━━━━━ Data section ━━━━━

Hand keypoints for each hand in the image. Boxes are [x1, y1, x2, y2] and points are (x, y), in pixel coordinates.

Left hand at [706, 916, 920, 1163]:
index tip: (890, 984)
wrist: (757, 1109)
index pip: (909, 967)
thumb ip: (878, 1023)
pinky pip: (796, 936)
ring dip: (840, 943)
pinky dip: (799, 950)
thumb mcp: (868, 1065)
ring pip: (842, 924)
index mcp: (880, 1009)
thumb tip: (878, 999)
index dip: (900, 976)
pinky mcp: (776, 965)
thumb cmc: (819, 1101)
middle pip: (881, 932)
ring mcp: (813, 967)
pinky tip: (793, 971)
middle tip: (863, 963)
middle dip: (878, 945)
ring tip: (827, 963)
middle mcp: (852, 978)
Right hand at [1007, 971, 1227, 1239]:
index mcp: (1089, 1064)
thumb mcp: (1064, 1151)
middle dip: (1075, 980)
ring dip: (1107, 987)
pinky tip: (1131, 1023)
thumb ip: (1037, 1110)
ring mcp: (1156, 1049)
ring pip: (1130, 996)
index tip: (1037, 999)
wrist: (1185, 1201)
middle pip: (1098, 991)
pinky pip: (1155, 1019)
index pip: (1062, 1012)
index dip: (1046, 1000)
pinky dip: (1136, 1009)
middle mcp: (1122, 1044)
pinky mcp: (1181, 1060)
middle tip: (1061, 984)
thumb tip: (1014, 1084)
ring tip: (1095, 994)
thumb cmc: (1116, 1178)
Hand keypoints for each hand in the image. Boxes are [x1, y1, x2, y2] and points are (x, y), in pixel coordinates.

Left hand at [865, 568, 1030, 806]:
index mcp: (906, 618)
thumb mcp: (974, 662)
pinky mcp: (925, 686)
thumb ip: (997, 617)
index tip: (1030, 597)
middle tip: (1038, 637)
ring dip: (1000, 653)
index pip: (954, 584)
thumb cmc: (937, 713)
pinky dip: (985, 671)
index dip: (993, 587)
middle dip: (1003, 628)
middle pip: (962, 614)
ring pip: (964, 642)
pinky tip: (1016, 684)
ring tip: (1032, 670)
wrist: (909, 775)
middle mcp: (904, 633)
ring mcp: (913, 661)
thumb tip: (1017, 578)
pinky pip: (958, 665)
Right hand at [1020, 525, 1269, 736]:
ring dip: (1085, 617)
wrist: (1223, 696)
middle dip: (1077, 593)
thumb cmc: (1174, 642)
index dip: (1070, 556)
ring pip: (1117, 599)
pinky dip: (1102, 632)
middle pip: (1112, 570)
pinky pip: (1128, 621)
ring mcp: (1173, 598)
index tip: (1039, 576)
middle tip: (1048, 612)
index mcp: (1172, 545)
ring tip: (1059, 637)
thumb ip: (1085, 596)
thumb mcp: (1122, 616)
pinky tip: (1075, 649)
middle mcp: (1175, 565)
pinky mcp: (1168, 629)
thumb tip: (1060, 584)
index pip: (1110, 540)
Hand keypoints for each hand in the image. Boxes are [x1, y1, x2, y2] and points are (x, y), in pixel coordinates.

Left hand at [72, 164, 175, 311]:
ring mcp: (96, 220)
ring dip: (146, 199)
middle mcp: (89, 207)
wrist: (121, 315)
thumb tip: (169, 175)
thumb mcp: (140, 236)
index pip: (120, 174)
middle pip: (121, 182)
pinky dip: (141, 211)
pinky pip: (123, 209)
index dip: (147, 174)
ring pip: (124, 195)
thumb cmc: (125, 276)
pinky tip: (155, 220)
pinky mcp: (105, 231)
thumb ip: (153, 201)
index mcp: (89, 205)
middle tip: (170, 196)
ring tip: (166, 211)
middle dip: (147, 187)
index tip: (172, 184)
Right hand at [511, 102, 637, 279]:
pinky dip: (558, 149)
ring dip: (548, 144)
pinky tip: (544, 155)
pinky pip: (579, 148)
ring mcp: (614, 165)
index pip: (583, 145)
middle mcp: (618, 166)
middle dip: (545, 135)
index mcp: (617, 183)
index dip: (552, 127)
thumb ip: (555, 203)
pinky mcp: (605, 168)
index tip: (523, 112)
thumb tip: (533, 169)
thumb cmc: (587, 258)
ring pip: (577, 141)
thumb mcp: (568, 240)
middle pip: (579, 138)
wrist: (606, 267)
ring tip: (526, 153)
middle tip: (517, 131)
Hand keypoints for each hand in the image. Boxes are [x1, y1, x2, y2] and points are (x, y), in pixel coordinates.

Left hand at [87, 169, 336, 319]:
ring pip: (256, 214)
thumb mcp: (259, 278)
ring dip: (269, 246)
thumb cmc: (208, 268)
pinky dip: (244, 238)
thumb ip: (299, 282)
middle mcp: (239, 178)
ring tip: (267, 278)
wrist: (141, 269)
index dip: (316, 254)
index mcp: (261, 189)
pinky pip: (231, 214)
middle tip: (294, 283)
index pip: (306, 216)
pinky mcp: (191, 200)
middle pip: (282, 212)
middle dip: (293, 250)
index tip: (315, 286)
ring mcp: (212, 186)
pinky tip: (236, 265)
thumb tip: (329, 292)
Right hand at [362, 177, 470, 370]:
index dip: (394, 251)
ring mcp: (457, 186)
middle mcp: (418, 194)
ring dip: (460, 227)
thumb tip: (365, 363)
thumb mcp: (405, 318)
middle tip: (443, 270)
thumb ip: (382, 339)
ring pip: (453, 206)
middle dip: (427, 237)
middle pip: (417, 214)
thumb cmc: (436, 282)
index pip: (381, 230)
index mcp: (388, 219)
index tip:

━━━━━

_Task prompt_: Return all lines from the entries that contain the string "wrist".

_Task output_:
wrist: (757, 1109)
wrist: (1185, 1201)
wrist: (909, 775)
wrist: (1223, 696)
wrist: (121, 315)
wrist: (606, 267)
wrist: (141, 269)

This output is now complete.